Immune checkpoint inhibitor-associated ON appears to differ from typical ON

Immune checkpoint inhibitor-associated ON appears to differ from typical ON


This retrospective case series describes 11 patients optic neuritis (ON) associated with immune checkpoint inhibitors.

Study design

Researchers assessed 18 eyes of 11 patients with ON associated with immune checkpoint inhibitors who were diagnosed at 3 centers between May 2017 and January 2020. They provide the details and outcomes from this rare but increasingly recognized complication.


Optic neuritis was associated with all 3 classes of immune checkpoint inhibitors (anti-cytotoxic T-lymphocyte associated antigen 4, anti-programmed cell death protein 1, and anti-programmed cell death ligand 1).
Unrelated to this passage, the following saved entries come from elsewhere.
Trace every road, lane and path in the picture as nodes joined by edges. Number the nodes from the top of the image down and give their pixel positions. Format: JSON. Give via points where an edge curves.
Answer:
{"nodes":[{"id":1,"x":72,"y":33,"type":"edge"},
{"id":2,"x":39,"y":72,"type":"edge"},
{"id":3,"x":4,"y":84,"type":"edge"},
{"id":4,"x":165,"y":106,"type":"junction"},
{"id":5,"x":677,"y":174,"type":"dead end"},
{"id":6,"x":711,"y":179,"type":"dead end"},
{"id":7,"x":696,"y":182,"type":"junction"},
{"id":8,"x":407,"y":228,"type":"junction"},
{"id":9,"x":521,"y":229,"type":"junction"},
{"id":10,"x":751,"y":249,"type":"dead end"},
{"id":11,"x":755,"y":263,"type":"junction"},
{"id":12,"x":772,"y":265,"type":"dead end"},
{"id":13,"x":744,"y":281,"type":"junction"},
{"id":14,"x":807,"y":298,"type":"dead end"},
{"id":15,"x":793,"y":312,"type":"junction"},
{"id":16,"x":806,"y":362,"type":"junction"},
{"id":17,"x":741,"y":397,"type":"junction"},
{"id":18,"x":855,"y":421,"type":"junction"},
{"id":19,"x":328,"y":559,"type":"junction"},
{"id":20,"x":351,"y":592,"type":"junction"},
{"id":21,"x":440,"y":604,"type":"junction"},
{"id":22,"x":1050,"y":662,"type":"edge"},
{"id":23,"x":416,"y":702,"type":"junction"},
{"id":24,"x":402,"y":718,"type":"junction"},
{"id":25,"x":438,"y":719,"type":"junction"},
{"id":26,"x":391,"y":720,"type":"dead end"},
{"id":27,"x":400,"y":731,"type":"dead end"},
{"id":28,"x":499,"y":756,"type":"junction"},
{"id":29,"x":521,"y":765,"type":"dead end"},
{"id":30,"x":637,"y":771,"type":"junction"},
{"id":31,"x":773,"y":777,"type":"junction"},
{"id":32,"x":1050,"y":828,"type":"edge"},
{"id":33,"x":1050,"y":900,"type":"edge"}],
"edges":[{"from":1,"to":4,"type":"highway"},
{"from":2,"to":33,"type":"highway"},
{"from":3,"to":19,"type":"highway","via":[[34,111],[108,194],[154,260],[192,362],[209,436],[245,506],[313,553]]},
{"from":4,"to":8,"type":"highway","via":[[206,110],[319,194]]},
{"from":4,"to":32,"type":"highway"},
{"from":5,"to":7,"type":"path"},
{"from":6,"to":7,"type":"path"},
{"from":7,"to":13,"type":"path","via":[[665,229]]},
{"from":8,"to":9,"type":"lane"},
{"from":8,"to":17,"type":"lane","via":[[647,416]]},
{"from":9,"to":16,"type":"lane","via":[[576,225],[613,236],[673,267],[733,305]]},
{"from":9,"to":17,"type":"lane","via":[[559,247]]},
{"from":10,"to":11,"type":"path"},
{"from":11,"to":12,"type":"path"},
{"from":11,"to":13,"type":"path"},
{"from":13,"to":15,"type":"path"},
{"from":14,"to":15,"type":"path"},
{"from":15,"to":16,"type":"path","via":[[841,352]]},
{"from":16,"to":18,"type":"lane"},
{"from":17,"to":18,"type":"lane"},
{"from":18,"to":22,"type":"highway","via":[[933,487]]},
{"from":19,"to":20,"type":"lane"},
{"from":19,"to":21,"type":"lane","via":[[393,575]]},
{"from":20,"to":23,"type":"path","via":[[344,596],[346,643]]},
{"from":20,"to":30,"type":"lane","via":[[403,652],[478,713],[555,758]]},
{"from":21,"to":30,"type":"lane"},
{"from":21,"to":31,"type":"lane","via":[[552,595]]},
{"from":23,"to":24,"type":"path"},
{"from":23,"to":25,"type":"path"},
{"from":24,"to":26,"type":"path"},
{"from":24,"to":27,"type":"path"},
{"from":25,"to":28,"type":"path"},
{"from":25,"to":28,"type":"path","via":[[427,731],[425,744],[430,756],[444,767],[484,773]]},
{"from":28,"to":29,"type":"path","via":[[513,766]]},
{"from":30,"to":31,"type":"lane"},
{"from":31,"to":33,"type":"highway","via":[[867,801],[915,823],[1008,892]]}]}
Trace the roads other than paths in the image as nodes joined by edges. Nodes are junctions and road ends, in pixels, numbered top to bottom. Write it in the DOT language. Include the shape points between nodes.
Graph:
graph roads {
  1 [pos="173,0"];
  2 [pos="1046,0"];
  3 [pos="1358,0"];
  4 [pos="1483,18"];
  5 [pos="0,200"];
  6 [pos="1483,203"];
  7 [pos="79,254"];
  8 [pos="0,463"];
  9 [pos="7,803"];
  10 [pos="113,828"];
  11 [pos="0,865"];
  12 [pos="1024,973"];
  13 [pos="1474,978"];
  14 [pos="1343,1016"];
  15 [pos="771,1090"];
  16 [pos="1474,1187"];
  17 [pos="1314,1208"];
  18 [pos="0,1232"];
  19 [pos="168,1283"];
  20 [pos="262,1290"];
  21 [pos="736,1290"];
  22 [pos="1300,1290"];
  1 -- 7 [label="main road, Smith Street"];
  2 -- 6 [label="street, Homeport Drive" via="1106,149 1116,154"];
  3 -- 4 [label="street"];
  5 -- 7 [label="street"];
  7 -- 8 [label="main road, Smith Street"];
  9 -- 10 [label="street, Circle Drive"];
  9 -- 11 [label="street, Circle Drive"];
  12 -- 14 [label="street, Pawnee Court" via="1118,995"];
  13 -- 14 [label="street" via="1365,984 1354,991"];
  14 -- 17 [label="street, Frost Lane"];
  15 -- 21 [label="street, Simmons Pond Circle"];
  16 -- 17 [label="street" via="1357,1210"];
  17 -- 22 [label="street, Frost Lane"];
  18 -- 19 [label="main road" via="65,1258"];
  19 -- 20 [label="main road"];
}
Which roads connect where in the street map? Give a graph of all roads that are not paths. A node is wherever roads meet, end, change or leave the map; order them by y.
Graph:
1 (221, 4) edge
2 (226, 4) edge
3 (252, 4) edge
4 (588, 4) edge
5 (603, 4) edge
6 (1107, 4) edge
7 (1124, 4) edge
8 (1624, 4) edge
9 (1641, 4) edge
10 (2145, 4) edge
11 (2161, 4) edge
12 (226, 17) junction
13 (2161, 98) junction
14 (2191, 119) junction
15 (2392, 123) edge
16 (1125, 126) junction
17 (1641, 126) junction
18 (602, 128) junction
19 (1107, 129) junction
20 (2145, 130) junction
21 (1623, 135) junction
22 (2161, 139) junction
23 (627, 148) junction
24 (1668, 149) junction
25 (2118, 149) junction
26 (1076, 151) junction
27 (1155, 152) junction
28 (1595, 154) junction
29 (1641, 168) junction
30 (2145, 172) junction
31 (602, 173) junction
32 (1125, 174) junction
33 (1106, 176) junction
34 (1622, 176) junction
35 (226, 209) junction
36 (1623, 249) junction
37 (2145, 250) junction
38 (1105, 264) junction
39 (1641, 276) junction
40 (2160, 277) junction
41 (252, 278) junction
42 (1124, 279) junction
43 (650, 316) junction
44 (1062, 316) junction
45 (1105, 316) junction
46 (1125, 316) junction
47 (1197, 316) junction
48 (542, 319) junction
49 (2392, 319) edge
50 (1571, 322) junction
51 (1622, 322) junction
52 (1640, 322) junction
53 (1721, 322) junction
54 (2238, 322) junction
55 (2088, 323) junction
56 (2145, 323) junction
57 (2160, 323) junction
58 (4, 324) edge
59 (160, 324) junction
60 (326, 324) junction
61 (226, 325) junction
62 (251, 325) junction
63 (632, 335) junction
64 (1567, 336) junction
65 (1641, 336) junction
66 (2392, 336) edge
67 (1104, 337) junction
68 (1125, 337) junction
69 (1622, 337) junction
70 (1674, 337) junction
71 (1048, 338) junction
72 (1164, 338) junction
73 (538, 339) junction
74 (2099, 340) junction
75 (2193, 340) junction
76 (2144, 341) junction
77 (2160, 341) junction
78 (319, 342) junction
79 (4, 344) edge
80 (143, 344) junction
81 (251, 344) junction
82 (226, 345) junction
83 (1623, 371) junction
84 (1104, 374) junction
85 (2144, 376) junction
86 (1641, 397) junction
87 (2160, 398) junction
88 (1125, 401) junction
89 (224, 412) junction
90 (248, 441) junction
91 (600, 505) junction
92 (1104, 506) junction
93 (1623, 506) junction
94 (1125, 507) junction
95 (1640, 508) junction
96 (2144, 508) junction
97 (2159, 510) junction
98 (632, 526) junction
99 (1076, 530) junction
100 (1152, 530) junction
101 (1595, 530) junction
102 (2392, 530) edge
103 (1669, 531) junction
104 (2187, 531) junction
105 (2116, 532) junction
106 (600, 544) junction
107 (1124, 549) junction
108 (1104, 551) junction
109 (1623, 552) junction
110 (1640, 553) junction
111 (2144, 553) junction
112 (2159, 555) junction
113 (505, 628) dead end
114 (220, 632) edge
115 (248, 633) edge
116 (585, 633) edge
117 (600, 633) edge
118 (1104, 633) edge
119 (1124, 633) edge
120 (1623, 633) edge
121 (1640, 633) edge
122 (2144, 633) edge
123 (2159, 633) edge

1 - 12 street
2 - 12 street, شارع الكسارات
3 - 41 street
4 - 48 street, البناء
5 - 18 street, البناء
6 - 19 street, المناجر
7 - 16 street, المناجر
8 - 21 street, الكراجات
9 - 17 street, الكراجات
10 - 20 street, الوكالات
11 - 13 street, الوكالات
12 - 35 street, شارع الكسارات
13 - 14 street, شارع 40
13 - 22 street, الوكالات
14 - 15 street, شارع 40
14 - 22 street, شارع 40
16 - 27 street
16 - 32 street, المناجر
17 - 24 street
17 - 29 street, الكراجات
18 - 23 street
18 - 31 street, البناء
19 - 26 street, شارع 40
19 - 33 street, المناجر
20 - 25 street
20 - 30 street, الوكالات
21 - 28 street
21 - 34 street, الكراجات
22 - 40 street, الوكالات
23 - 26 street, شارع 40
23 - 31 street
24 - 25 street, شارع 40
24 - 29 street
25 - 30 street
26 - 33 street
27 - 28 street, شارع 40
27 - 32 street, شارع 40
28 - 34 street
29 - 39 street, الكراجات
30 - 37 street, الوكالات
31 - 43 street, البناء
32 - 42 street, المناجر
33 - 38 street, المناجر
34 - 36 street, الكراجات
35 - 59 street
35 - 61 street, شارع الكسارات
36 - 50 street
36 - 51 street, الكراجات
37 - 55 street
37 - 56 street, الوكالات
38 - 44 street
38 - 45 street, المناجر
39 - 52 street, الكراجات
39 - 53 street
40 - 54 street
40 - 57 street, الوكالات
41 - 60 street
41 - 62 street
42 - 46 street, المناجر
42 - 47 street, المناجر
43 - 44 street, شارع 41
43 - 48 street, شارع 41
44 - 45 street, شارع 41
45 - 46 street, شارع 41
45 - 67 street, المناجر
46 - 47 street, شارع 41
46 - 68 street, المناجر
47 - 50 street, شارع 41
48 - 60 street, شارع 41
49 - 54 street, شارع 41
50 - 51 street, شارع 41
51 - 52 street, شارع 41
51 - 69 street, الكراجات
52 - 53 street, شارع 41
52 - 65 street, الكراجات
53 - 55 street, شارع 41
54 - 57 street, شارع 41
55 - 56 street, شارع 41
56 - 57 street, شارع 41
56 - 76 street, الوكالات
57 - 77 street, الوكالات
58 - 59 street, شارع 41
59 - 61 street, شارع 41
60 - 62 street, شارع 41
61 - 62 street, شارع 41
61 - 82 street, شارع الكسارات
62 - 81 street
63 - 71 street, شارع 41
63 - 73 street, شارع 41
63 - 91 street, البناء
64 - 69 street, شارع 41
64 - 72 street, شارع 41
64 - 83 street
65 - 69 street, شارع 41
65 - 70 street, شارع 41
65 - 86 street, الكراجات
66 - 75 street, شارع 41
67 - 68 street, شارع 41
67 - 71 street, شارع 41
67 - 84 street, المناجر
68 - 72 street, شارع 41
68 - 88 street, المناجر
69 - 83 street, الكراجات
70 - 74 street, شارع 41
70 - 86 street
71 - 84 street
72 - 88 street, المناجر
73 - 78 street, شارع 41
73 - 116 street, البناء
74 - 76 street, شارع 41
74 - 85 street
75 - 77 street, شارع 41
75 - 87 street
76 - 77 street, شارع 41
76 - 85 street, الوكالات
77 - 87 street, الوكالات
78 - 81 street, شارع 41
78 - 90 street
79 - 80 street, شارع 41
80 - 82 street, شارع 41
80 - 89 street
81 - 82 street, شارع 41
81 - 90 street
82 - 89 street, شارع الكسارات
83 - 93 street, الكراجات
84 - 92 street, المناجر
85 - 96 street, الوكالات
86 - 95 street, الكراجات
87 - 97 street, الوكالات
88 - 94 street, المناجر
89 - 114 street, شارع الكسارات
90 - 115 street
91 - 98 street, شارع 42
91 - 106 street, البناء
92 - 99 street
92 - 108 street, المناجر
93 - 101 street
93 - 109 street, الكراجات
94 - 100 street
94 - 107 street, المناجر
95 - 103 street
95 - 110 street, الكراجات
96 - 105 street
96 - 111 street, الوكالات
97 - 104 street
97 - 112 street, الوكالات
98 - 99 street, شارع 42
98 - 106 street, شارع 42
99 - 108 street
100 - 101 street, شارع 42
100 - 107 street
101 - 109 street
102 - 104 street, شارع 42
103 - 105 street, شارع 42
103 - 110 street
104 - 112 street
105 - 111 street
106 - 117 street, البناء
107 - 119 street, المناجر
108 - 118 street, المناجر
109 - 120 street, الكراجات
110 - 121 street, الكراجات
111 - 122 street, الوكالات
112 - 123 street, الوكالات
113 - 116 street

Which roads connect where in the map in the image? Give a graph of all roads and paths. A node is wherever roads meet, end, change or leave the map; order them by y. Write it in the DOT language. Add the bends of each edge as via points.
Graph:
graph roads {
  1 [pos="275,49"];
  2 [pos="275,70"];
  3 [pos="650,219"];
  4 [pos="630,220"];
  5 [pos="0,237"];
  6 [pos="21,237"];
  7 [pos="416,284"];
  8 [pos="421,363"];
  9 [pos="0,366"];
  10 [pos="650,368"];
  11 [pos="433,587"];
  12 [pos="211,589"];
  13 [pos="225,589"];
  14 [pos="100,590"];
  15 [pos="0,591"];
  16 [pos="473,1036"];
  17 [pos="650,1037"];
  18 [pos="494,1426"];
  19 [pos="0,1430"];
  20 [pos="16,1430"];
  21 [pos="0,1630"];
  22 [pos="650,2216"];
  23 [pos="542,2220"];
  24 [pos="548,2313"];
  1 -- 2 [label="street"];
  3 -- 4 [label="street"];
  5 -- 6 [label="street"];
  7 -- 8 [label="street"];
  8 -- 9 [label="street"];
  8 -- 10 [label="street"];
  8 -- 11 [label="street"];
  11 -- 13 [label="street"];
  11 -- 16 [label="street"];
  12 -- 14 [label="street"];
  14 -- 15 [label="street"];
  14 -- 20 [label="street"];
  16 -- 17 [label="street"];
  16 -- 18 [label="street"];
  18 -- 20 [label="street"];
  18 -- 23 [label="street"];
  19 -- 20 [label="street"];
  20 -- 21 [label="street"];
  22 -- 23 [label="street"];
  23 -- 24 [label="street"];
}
Immune checkpoint inhibitor-associated ON occurred after a median of 4 drug cycles and 64% of cases were bilateral. Only 1 patient (10%), who also had coinciding uveitis, experienced eye pain. Dyschromatopsia was present in 67% of patients. Visual field defects were variable; patterns were diffuse (28%), arcuate or altitudinal (39%), central or cecocentral (22%), and no defect (11%). Ten patients had optic disc edema at presentation. Imaging by MRI often did not show enhancement of the optic nerve. The majority of patients received steroids and had improvement in vision.


This was a retrospective study on a relatively small number of patients with variable treatment regimens.

Clinical significance

This study demonstrates that immune checkpoint inhibitor-associated ON tends to be different from typical optic neuritis in that it is more commonly bilateral, painless, spares color vision, is associated with disc edema, and lacks enhancement of the optic nerve on MRI. This complication should be on the differential diagnosis for any patient with new-onset vision loss while receiving checkpoint inhibitors.